##### GIVEN DATA

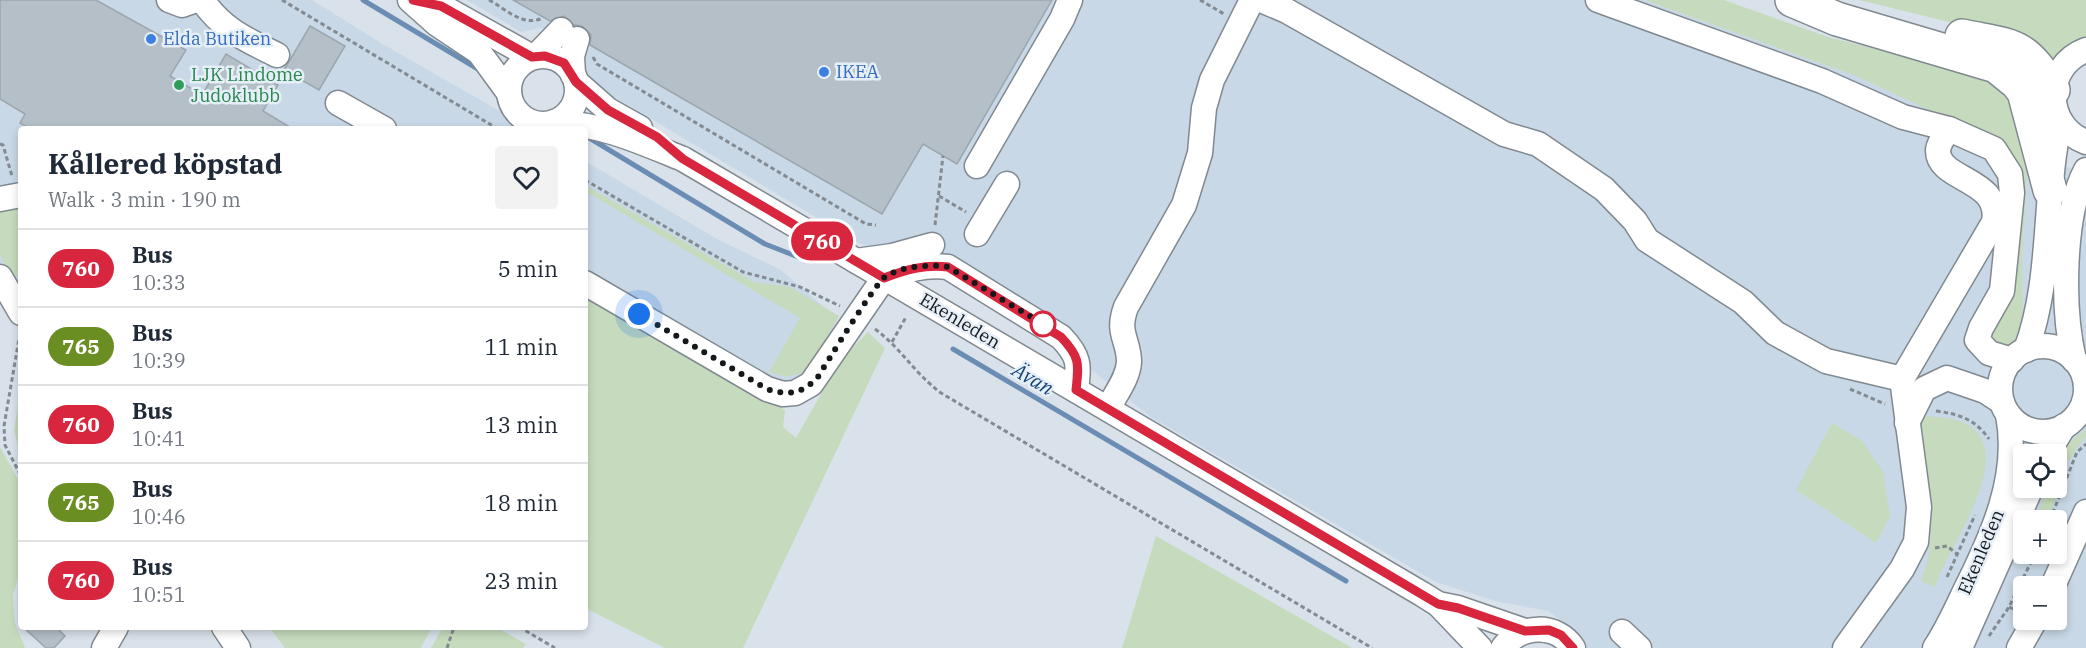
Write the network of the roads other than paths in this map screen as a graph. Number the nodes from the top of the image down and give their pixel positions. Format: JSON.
{"nodes":[{"id":1,"x":169,"y":0,"type":"edge"},
{"id":2,"x":196,"y":0,"type":"edge"},
{"id":3,"x":202,"y":0,"type":"edge"},
{"id":4,"x":412,"y":0,"type":"edge"},
{"id":5,"x":1070,"y":0,"type":"edge"},
{"id":6,"x":1252,"y":0,"type":"edge"},
{"id":7,"x":1261,"y":0,"type":"edge"},
{"id":8,"x":1598,"y":0,"type":"edge"},
{"id":9,"x":1792,"y":0,"type":"edge"},
{"id":10,"x":1815,"y":0,"type":"edge"},
{"id":11,"x":2086,"y":50,"type":"edge"},
{"id":12,"x":277,"y":55,"type":"dead end"},
{"id":13,"x":534,"y":57,"type":"junction"},
{"id":14,"x":575,"y":78,"type":"junction"},
{"id":15,"x":509,"y":93,"type":"junction"},
{"id":16,"x":338,"y":103,"type":"dead end"},
{"id":17,"x":2056,"y":106,"type":"junction"},
{"id":18,"x":554,"y":122,"type":"junction"},
{"id":19,"x":379,"y":126,"type":"edge"},
{"id":20,"x":1949,"y":129,"type":"junction"},
{"id":21,"x":2086,"y":142,"type":"edge"},
{"id":22,"x":683,"y":159,"type":"junction"},
{"id":23,"x":977,"y":166,"type":"dead end"},
{"id":24,"x":2086,"y":170,"type":"edge"},
{"id":25,"x":1007,"y":184,"type":"dead end"},
{"id":26,"x":2050,"y":190,"type":"junction"},
{"id":27,"x":980,"y":229,"type":"road end"},
{"id":28,"x":932,"y":245,"type":"road end"},
{"id":29,"x":856,"y":261,"type":"junction"},
{"id":30,"x":0,"y":277,"type":"edge"},
{"id":31,"x":884,"y":278,"type":"junction"},
{"id":32,"x":588,"y":285,"type":"edge"},
{"id":33,"x":18,"y":308,"type":"edge"},
{"id":34,"x":1918,"y":352,"type":"junction"},
{"id":35,"x":2019,"y":355,"type":"junction"},
{"id":36,"x":2080,"y":365,"type":"edge"},
{"id":37,"x":1902,"y":379,"type":"junction"},
{"id":38,"x":1953,"y":379,"type":"junction"},
{"id":39,"x":1076,"y":390,"type":"junction"},
{"id":40,"x":2005,"y":408,"type":"junction"},
{"id":41,"x":1108,"y":409,"type":"junction"},
{"id":42,"x":2074,"y":422,"type":"edge"},
{"id":43,"x":1907,"y":423,"type":"junction"},
{"id":44,"x":2064,"y":444,"type":"edge"},
{"id":45,"x":2027,"y":498,"type":"edge"},
{"id":46,"x":2086,"y":512,"type":"edge"},
{"id":47,"x":2057,"y":576,"type":"edge"},
{"id":48,"x":1438,"y":604,"type":"junction"},
{"id":49,"x":114,"y":630,"type":"edge"},
{"id":50,"x":226,"y":630,"type":"edge"},
{"id":51,"x":2029,"y":630,"type":"edge"},
{"id":52,"x":1525,"y":631,"type":"junction"},
{"id":53,"x":104,"y":648,"type":"edge"},
{"id":54,"x":238,"y":648,"type":"edge"},
{"id":55,"x":1480,"y":648,"type":"edge"},
{"id":56,"x":1503,"y":648,"type":"edge"},
{"id":57,"x":1573,"y":648,"type":"edge"},
{"id":58,"x":1845,"y":648,"type":"edge"},
{"id":59,"x":1935,"y":648,"type":"edge"},
{"id":60,"x":1960,"y":648,"type":"edge"},
{"id":61,"x":2019,"y":648,"type":"edge"}],
"edges":[{"from":1,"to":2,"type":"street"},
{"from":3,"to":12,"type":"street"},
{"from":4,"to":13,"type":"street","name":"Ekenleden"},
{"from":4,"to":15,"type":"street","name":"Ekenleden"},
{"from":5,"to":23,"type":"street"},
{"from":6,"to":41,"type":"street"},
{"from":7,"to":37,"type":"street"},
{"from":8,"to":20,"type":"street"},
{"from":9,"to":26,"type":"highway"},
{"from":10,"to":17,"type":"highway"},
{"from":11,"to":17,"type":"street"},
{"from":13,"to":14,"type":"street","name":"Ekenleden"},
{"from":13,"to":14,"type":"street"},
{"from":13,"to":15,"type":"street"},
{"from":14,"to":18,"type":"street"},
{"from":14,"to":22,"type":"street","name":"Ekenleden"},
{"from":15,"to":18,"type":"street","name":"Ekenleden"},
{"from":16,"to":19,"type":"street"},
{"from":17,"to":21,"type":"street"},
{"from":17,"to":26,"type":"street"},
{"from":18,"to":22,"type":"street","name":"Ekenleden"},
{"from":20,"to":34,"type":"street"},
{"from":20,"to":35,"type":"street"},
{"from":22,"to":29,"type":"street","name":"Ekenleden"},
{"from":24,"to":36,"type":"street"},
{"from":25,"to":27,"type":"street"},
{"from":26,"to":35,"type":"street"},
{"from":28,"to":29,"type":"street"},
{"from":29,"to":31,"type":"street","name":"Ekenleden"},
{"from":30,"to":33,"type":"street"},
{"from":31,"to":32,"type":"street"},
{"from":31,"to":39,"type":"street","name":"Ekenleden"},
{"from":31,"to":39,"type":"street"},
{"from":34,"to":37,"type":"street"},
{"from":34,"to":38,"type":"street"},
{"from":35,"to":36,"type":"street"},
{"from":35,"to":40,"type":"street"},
{"from":36,"to":42,"type":"street"},
{"from":37,"to":43,"type":"street"},
{"from":38,"to":40,"type":"street"},
{"from":38,"to":43,"type":"street"},
{"from":39,"to":41,"type":"street","name":"Ekenleden"},
{"from":40,"to":42,"type":"street"},
{"from":40,"to":59,"type":"street","name":"Ekenleden"},
{"from":41,"to":48,"type":"street","name":"Ekenleden"},
{"from":42,"to":44,"type":"street"},
{"from":43,"to":58,"type":"street"},
{"from":45,"to":60,"type":"street","name":"Ekenleden"},
{"from":46,"to":47,"type":"street"},
{"from":48,"to":52,"type":"street","name":"Ekenleden"},
{"from":48,"to":55,"type":"street","name":"Ekenleden"},
{"from":49,"to":53,"type":"street"},
{"from":50,"to":54,"type":"street"},
{"from":51,"to":61,"type":"street"},
{"from":52,"to":56,"type":"street"},
{"from":52,"to":57,"type":"street","name":"Ekenleden"}]}
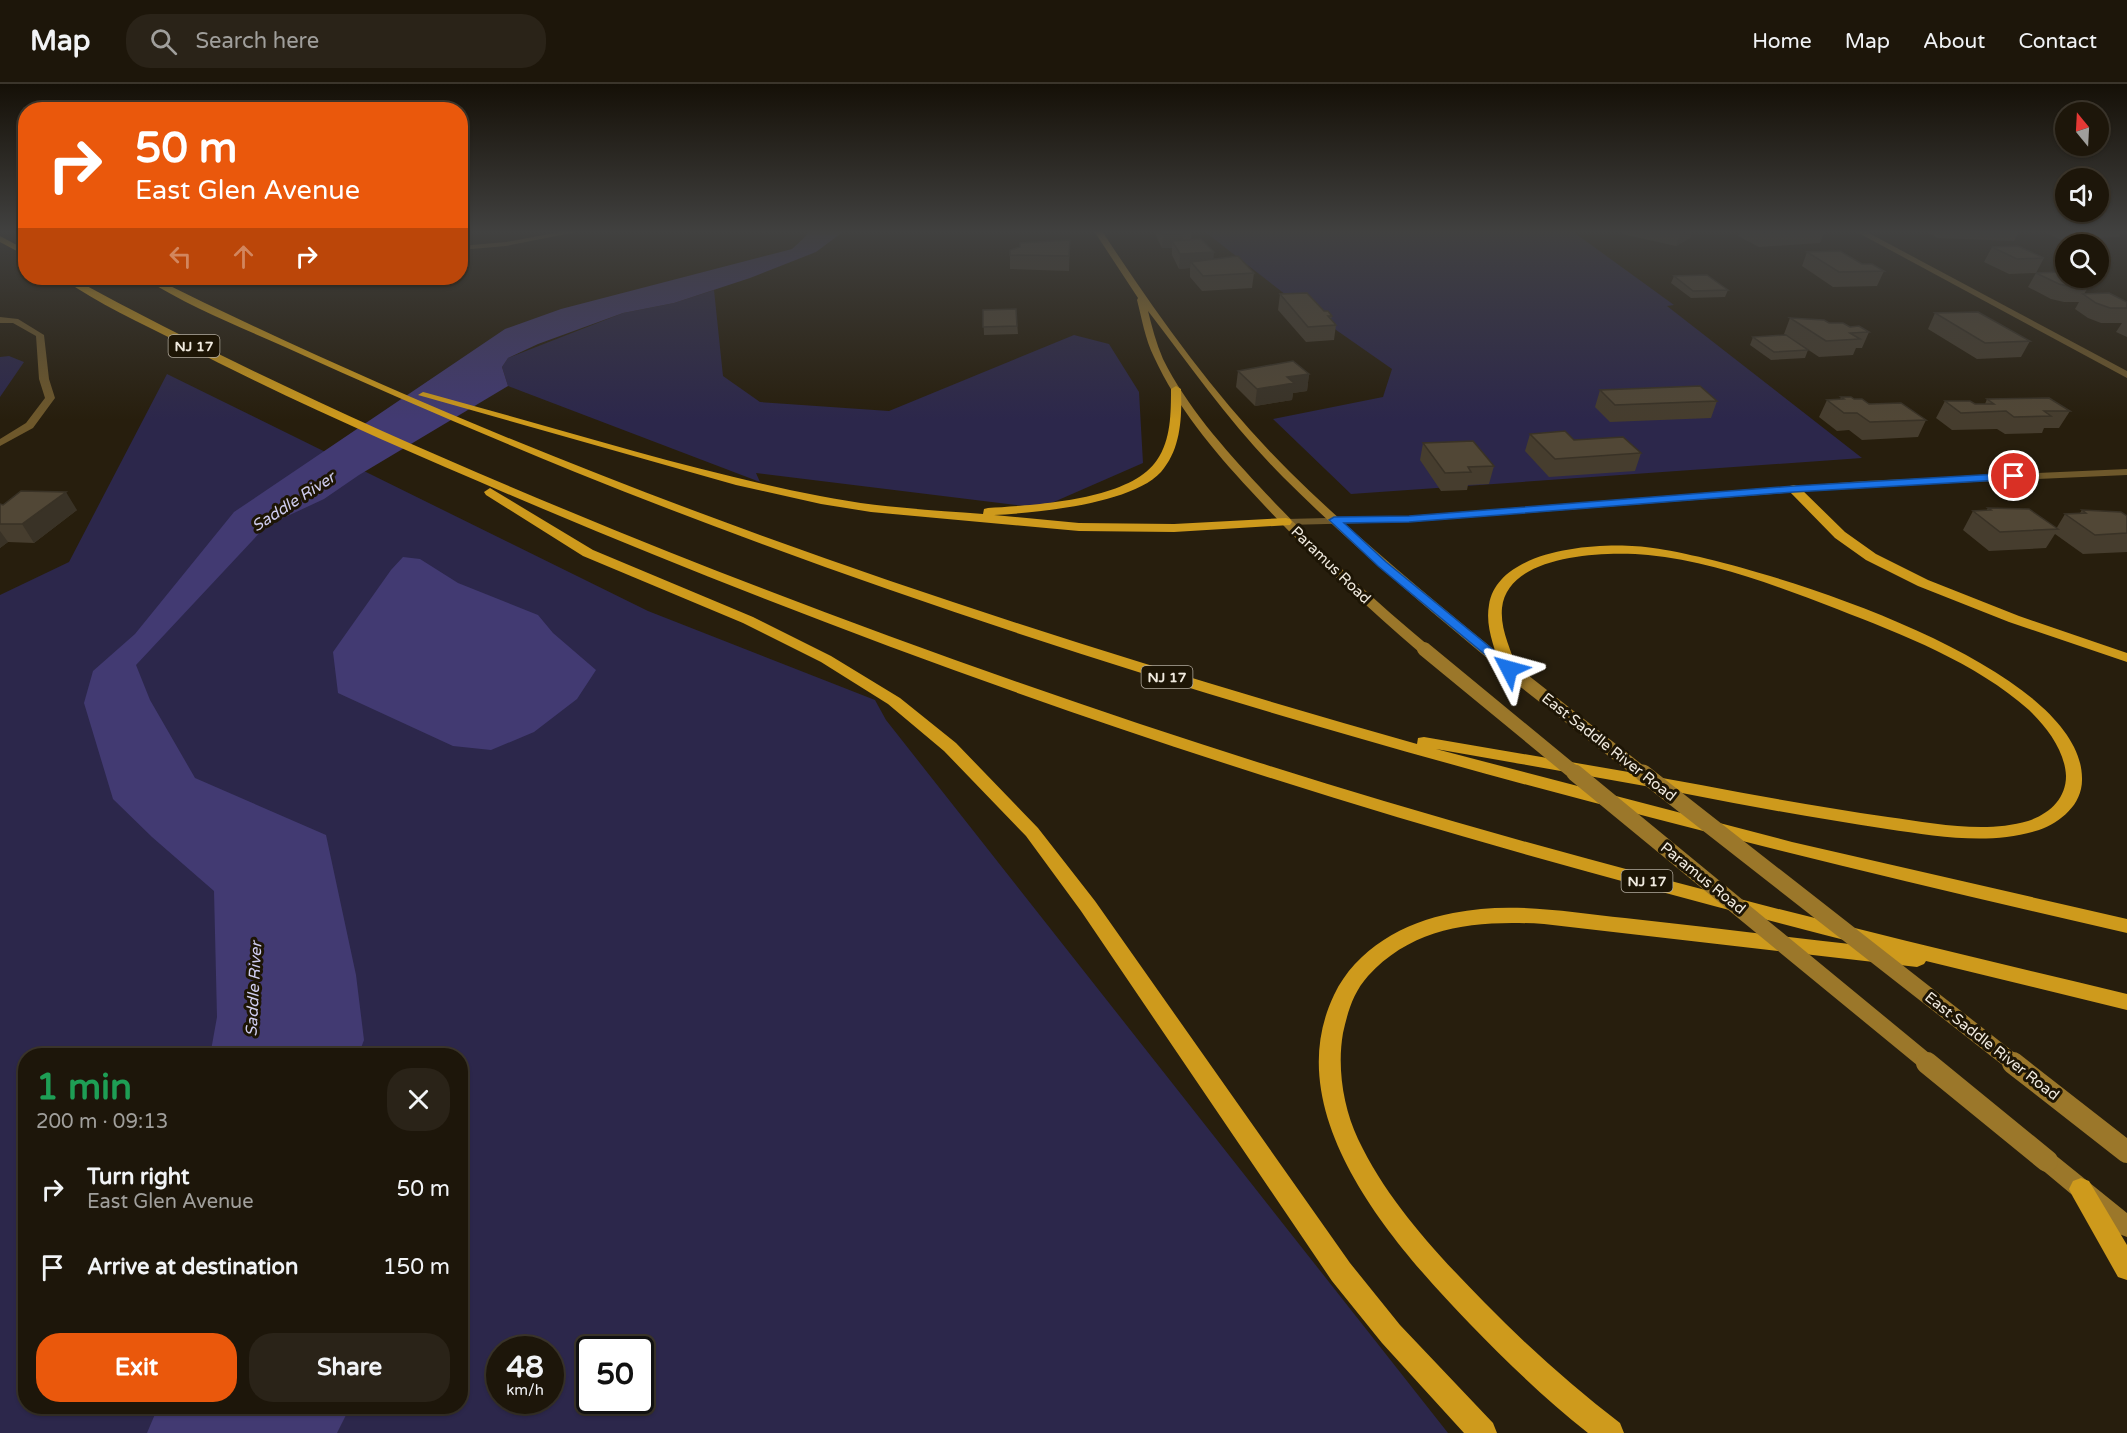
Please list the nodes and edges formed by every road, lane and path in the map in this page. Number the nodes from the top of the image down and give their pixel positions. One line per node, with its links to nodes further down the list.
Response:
1 (95, 294): 11 (highway, NJ 17)
2 (182, 294): 8 (highway, NJ 17)
3 (1139, 294): 9 (main road, East Saddle River Road)
4 (1140, 294): 15 (main road, East Saddle River Road)
5 (1976, 294): 7 (street)
6 (0, 320): 10 (street)
7 (2127, 375)
8 (367, 380): 14 (highway); 19 (highway, NJ 17)
9 (1176, 389): 14 (highway); 16 (main road, East Saddle River Road)
10 (0, 443)
11 (454, 469): 21 (highway, NJ 17); 27 (highway)
12 (2127, 472): 13 (street)
13 (1794, 489): 15 (street); 17 (highway)
14 (909, 513): 16 (highway)
15 (1334, 520): 16 (street); 18 (main road, East Saddle River Road)
16 (1286, 522): 24 (main road, Paramus Road, bridge)
17 (2127, 658)
18 (1509, 669): 19 (highway); 23 (main road, East Saddle River Road, bridge)
19 (1331, 726): 20 (highway, NJ 17)
20 (2127, 926)
21 (1978, 966): 22 (highway, NJ 17); 28 (highway)
22 (2127, 1002)
23 (2127, 1152)
24 (2081, 1189): 25 (main road, Paramus Road); 26 (highway)
25 (2127, 1227)
26 (2127, 1268)
27 (1483, 1433)
28 (1610, 1433)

##########

Exactly as written above, print every line of the data but not its pictures.

Write the network of the roads other than paths in this map screen as a graph. Number the nodes from the top of the image down and give their pixel positions. Format: JSON.
{"nodes":[{"id":1,"x":169,"y":0,"type":"edge"},
{"id":2,"x":196,"y":0,"type":"edge"},
{"id":3,"x":202,"y":0,"type":"edge"},
{"id":4,"x":412,"y":0,"type":"edge"},
{"id":5,"x":1070,"y":0,"type":"edge"},
{"id":6,"x":1252,"y":0,"type":"edge"},
{"id":7,"x":1261,"y":0,"type":"edge"},
{"id":8,"x":1598,"y":0,"type":"edge"},
{"id":9,"x":1792,"y":0,"type":"edge"},
{"id":10,"x":1815,"y":0,"type":"edge"},
{"id":11,"x":2086,"y":50,"type":"edge"},
{"id":12,"x":277,"y":55,"type":"dead end"},
{"id":13,"x":534,"y":57,"type":"junction"},
{"id":14,"x":575,"y":78,"type":"junction"},
{"id":15,"x":509,"y":93,"type":"junction"},
{"id":16,"x":338,"y":103,"type":"dead end"},
{"id":17,"x":2056,"y":106,"type":"junction"},
{"id":18,"x":554,"y":122,"type":"junction"},
{"id":19,"x":379,"y":126,"type":"edge"},
{"id":20,"x":1949,"y":129,"type":"junction"},
{"id":21,"x":2086,"y":142,"type":"edge"},
{"id":22,"x":683,"y":159,"type":"junction"},
{"id":23,"x":977,"y":166,"type":"dead end"},
{"id":24,"x":2086,"y":170,"type":"edge"},
{"id":25,"x":1007,"y":184,"type":"dead end"},
{"id":26,"x":2050,"y":190,"type":"junction"},
{"id":27,"x":980,"y":229,"type":"road end"},
{"id":28,"x":932,"y":245,"type":"road end"},
{"id":29,"x":856,"y":261,"type":"junction"},
{"id":30,"x":0,"y":277,"type":"edge"},
{"id":31,"x":884,"y":278,"type":"junction"},
{"id":32,"x":588,"y":285,"type":"edge"},
{"id":33,"x":18,"y":308,"type":"edge"},
{"id":34,"x":1918,"y":352,"type":"junction"},
{"id":35,"x":2019,"y":355,"type":"junction"},
{"id":36,"x":2080,"y":365,"type":"edge"},
{"id":37,"x":1902,"y":379,"type":"junction"},
{"id":38,"x":1953,"y":379,"type":"junction"},
{"id":39,"x":1076,"y":390,"type":"junction"},
{"id":40,"x":2005,"y":408,"type":"junction"},
{"id":41,"x":1108,"y":409,"type":"junction"},
{"id":42,"x":2074,"y":422,"type":"edge"},
{"id":43,"x":1907,"y":423,"type":"junction"},
{"id":44,"x":2064,"y":444,"type":"edge"},
{"id":45,"x":2027,"y":498,"type":"edge"},
{"id":46,"x":2086,"y":512,"type":"edge"},
{"id":47,"x":2057,"y":576,"type":"edge"},
{"id":48,"x":1438,"y":604,"type":"junction"},
{"id":49,"x":114,"y":630,"type":"edge"},
{"id":50,"x":226,"y":630,"type":"edge"},
{"id":51,"x":2029,"y":630,"type":"edge"},
{"id":52,"x":1525,"y":631,"type":"junction"},
{"id":53,"x":104,"y":648,"type":"edge"},
{"id":54,"x":238,"y":648,"type":"edge"},
{"id":55,"x":1480,"y":648,"type":"edge"},
{"id":56,"x":1503,"y":648,"type":"edge"},
{"id":57,"x":1573,"y":648,"type":"edge"},
{"id":58,"x":1845,"y":648,"type":"edge"},
{"id":59,"x":1935,"y":648,"type":"edge"},
{"id":60,"x":1960,"y":648,"type":"edge"},
{"id":61,"x":2019,"y":648,"type":"edge"}],
"edges":[{"from":1,"to":2,"type":"street"},
{"from":3,"to":12,"type":"street"},
{"from":4,"to":13,"type":"street","name":"Ekenleden"},
{"from":4,"to":15,"type":"street","name":"Ekenleden"},
{"from":5,"to":23,"type":"street"},
{"from":6,"to":41,"type":"street"},
{"from":7,"to":37,"type":"street"},
{"from":8,"to":20,"type":"street"},
{"from":9,"to":26,"type":"highway"},
{"from":10,"to":17,"type":"highway"},
{"from":11,"to":17,"type":"street"},
{"from":13,"to":14,"type":"street","name":"Ekenleden"},
{"from":13,"to":14,"type":"street"},
{"from":13,"to":15,"type":"street"},
{"from":14,"to":18,"type":"street"},
{"from":14,"to":22,"type":"street","name":"Ekenleden"},
{"from":15,"to":18,"type":"street","name":"Ekenleden"},
{"from":16,"to":19,"type":"street"},
{"from":17,"to":21,"type":"street"},
{"from":17,"to":26,"type":"street"},
{"from":18,"to":22,"type":"street","name":"Ekenleden"},
{"from":20,"to":34,"type":"street"},
{"from":20,"to":35,"type":"street"},
{"from":22,"to":29,"type":"street","name":"Ekenleden"},
{"from":24,"to":36,"type":"street"},
{"from":25,"to":27,"type":"street"},
{"from":26,"to":35,"type":"street"},
{"from":28,"to":29,"type":"street"},
{"from":29,"to":31,"type":"street","name":"Ekenleden"},
{"from":30,"to":33,"type":"street"},
{"from":31,"to":32,"type":"street"},
{"from":31,"to":39,"type":"street","name":"Ekenleden"},
{"from":31,"to":39,"type":"street"},
{"from":34,"to":37,"type":"street"},
{"from":34,"to":38,"type":"street"},
{"from":35,"to":36,"type":"street"},
{"from":35,"to":40,"type":"street"},
{"from":36,"to":42,"type":"street"},
{"from":37,"to":43,"type":"street"},
{"from":38,"to":40,"type":"street"},
{"from":38,"to":43,"type":"street"},
{"from":39,"to":41,"type":"street","name":"Ekenleden"},
{"from":40,"to":42,"type":"street"},
{"from":40,"to":59,"type":"street","name":"Ekenleden"},
{"from":41,"to":48,"type":"street","name":"Ekenleden"},
{"from":42,"to":44,"type":"street"},
{"from":43,"to":58,"type":"street"},
{"from":45,"to":60,"type":"street","name":"Ekenleden"},
{"from":46,"to":47,"type":"street"},
{"from":48,"to":52,"type":"street","name":"Ekenleden"},
{"from":48,"to":55,"type":"street","name":"Ekenleden"},
{"from":49,"to":53,"type":"street"},
{"from":50,"to":54,"type":"street"},
{"from":51,"to":61,"type":"street"},
{"from":52,"to":56,"type":"street"},
{"from":52,"to":57,"type":"street","name":"Ekenleden"}]}
Please list the nodes and edges formed by every road, lane and path in the map in this page. Number the nodes from the top of the image down and give their pixel positions. One line per node, with its links to nodes further down the list.
Response:
1 (95, 294): 11 (highway, NJ 17)
2 (182, 294): 8 (highway, NJ 17)
3 (1139, 294): 9 (main road, East Saddle River Road)
4 (1140, 294): 15 (main road, East Saddle River Road)
5 (1976, 294): 7 (street)
6 (0, 320): 10 (street)
7 (2127, 375)
8 (367, 380): 14 (highway); 19 (highway, NJ 17)
9 (1176, 389): 14 (highway); 16 (main road, East Saddle River Road)
10 (0, 443)
11 (454, 469): 21 (highway, NJ 17); 27 (highway)
12 (2127, 472): 13 (street)
13 (1794, 489): 15 (street); 17 (highway)
14 (909, 513): 16 (highway)
15 (1334, 520): 16 (street); 18 (main road, East Saddle River Road)
16 (1286, 522): 24 (main road, Paramus Road, bridge)
17 (2127, 658)
18 (1509, 669): 19 (highway); 23 (main road, East Saddle River Road, bridge)
19 (1331, 726): 20 (highway, NJ 17)
20 (2127, 926)
21 (1978, 966): 22 (highway, NJ 17); 28 (highway)
22 (2127, 1002)
23 (2127, 1152)
24 (2081, 1189): 25 (main road, Paramus Road); 26 (highway)
25 (2127, 1227)
26 (2127, 1268)
27 (1483, 1433)
28 (1610, 1433)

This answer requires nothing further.